> [Problem details]
Please repeat the records exactly. The pictures are to be left out.

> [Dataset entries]

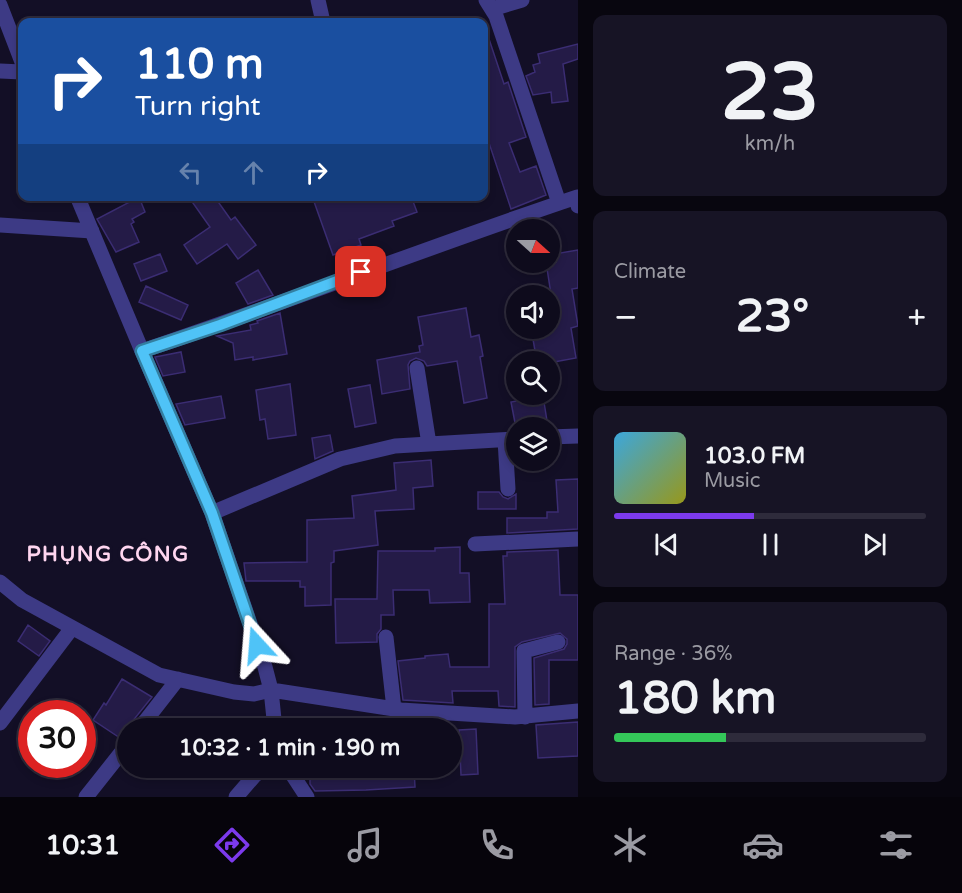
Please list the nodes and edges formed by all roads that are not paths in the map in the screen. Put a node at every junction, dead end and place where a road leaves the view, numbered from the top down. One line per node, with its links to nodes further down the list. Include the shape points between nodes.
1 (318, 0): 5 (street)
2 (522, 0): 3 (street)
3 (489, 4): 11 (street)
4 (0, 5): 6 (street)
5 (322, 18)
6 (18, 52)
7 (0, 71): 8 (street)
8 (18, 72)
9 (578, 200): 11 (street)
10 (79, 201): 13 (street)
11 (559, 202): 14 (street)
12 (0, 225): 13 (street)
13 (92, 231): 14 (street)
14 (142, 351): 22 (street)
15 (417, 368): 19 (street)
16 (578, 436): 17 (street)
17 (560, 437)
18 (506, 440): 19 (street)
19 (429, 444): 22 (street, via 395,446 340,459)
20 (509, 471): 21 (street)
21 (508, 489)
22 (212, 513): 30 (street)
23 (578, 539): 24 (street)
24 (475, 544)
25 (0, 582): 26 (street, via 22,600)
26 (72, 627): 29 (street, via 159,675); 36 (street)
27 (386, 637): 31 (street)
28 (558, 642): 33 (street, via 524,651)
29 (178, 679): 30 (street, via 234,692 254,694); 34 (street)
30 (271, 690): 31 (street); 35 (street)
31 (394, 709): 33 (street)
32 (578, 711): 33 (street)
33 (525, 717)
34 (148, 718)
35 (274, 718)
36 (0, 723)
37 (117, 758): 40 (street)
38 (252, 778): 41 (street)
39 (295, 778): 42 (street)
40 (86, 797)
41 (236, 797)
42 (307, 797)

> [Task solution]
Please list the nodes and edges formed by all roads that are not paths in the map in the screen. Put a node at every junction, dead end and place where a road leaves the view, numbered from the top down. One line per node, with its links to nodes further down the list. Include the shape points between nodes.
1 (318, 0): 5 (street)
2 (522, 0): 3 (street)
3 (489, 4): 11 (street)
4 (0, 5): 6 (street)
5 (322, 18)
6 (18, 52)
7 (0, 71): 8 (street)
8 (18, 72)
9 (578, 200): 11 (street)
10 (79, 201): 13 (street)
11 (559, 202): 14 (street)
12 (0, 225): 13 (street)
13 (92, 231): 14 (street)
14 (142, 351): 22 (street)
15 (417, 368): 19 (street)
16 (578, 436): 17 (street)
17 (560, 437)
18 (506, 440): 19 (street)
19 (429, 444): 22 (street, via 395,446 340,459)
20 (509, 471): 21 (street)
21 (508, 489)
22 (212, 513): 30 (street)
23 (578, 539): 24 (street)
24 (475, 544)
25 (0, 582): 26 (street, via 22,600)
26 (72, 627): 29 (street, via 159,675); 36 (street)
27 (386, 637): 31 (street)
28 (558, 642): 33 (street, via 524,651)
29 (178, 679): 30 (street, via 234,692 254,694); 34 (street)
30 (271, 690): 31 (street); 35 (street)
31 (394, 709): 33 (street)
32 (578, 711): 33 (street)
33 (525, 717)
34 (148, 718)
35 (274, 718)
36 (0, 723)
37 (117, 758): 40 (street)
38 (252, 778): 41 (street)
39 (295, 778): 42 (street)
40 (86, 797)
41 (236, 797)
42 (307, 797)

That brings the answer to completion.